1. The Trustee shall pay out of principal or income as it may elect, or partly out of each in such shares as it may determine, property taxes, assessments, charges, attorney's fees, the Trustee's compensation, and other expenses incurred in the administration or protection of this trust. The discretion of the Trustee to pay these items from income or principal, or partly from each, may be exercised not only in the interest of the trust estate but for the benefit of any beneficiary. The income remaining after such expenditures as the Trustee shall elect to pay therefrom shall constitute net income.

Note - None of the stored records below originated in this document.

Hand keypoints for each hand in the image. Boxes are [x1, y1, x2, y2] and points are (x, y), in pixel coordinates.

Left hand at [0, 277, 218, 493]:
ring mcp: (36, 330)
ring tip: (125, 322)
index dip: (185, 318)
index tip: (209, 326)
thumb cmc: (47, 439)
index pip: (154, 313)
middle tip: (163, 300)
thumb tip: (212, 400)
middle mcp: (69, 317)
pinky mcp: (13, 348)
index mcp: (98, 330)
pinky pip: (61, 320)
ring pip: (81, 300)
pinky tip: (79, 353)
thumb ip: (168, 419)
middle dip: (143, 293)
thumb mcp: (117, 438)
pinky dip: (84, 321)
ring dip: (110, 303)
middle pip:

The trust expressly provides that the laws of the State of California shall govern its validity, construction, and operation. Beneath the acceptance clause, executed and subscribed to by the trustee, petitioner certified and approved the terms and conditions of the trust.

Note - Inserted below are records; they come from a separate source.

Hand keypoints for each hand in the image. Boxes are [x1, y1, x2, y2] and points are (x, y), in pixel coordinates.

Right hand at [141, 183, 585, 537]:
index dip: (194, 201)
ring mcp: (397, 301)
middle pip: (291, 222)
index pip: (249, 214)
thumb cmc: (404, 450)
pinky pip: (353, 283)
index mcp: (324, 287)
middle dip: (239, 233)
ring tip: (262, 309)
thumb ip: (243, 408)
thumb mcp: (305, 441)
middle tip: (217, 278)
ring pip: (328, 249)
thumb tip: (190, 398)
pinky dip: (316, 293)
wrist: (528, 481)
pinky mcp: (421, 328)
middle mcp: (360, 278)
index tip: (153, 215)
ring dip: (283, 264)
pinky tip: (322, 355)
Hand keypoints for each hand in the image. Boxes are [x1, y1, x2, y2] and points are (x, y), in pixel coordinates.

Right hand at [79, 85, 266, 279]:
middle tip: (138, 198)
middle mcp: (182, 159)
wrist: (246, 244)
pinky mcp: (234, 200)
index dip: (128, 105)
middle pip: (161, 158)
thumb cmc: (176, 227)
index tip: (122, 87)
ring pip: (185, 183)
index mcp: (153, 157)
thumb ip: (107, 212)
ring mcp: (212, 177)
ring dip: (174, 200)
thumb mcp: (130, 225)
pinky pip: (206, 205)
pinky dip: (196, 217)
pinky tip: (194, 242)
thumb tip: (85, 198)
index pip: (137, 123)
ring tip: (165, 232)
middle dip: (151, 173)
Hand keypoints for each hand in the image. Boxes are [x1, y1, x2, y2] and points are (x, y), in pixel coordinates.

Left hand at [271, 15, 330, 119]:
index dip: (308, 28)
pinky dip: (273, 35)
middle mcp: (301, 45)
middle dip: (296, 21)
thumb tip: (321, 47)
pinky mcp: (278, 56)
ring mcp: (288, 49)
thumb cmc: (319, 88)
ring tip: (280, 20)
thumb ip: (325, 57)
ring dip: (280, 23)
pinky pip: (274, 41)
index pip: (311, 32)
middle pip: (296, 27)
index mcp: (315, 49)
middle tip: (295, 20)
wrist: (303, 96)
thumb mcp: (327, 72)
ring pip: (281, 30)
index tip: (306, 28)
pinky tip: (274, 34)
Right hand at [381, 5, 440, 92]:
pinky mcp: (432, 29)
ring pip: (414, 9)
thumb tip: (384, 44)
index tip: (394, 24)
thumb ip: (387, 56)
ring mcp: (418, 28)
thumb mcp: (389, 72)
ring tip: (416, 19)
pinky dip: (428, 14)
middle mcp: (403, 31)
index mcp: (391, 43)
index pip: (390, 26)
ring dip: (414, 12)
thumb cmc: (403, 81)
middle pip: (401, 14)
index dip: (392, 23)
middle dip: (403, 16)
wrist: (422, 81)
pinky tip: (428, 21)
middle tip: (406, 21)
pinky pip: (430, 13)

I certify that I have read the foregoing Declaration of Trust and that it correctly states the terms and conditions under which the trust estate is to be held, managed and disposed of by the Trustee. I approve the Declaration of Trust in all particulars and request the Trustee to execute it.

Dated: April 1, 1969.

(S) Cherlyn Carol Caldwell

CHERLYN CAROL CALDWELL

Trustor

Petitioner timely filed a United States gift tax return (Form 709) for the calendar year 1969, attaching a schedule thereto detailing calculation of the gift tax as follows:

+-----------------------------------------------------------------------------+
                ¦Calculation of the Gift Tax Due by Cherlyn C. Caldwell Martinez on Two       ¦
                +-----------------------------------------------------------------------------¦
                ¦Trusts Formed During the Year 1969 in the Total Amount of $160,000,          ¦
                +-----------------------------------------------------------------------------¦
                ¦$80,000 Each                                                                 ¦
                +-----------------------------------------------------------------------------¦
                ¦                  ¦                  ¦     ¦
...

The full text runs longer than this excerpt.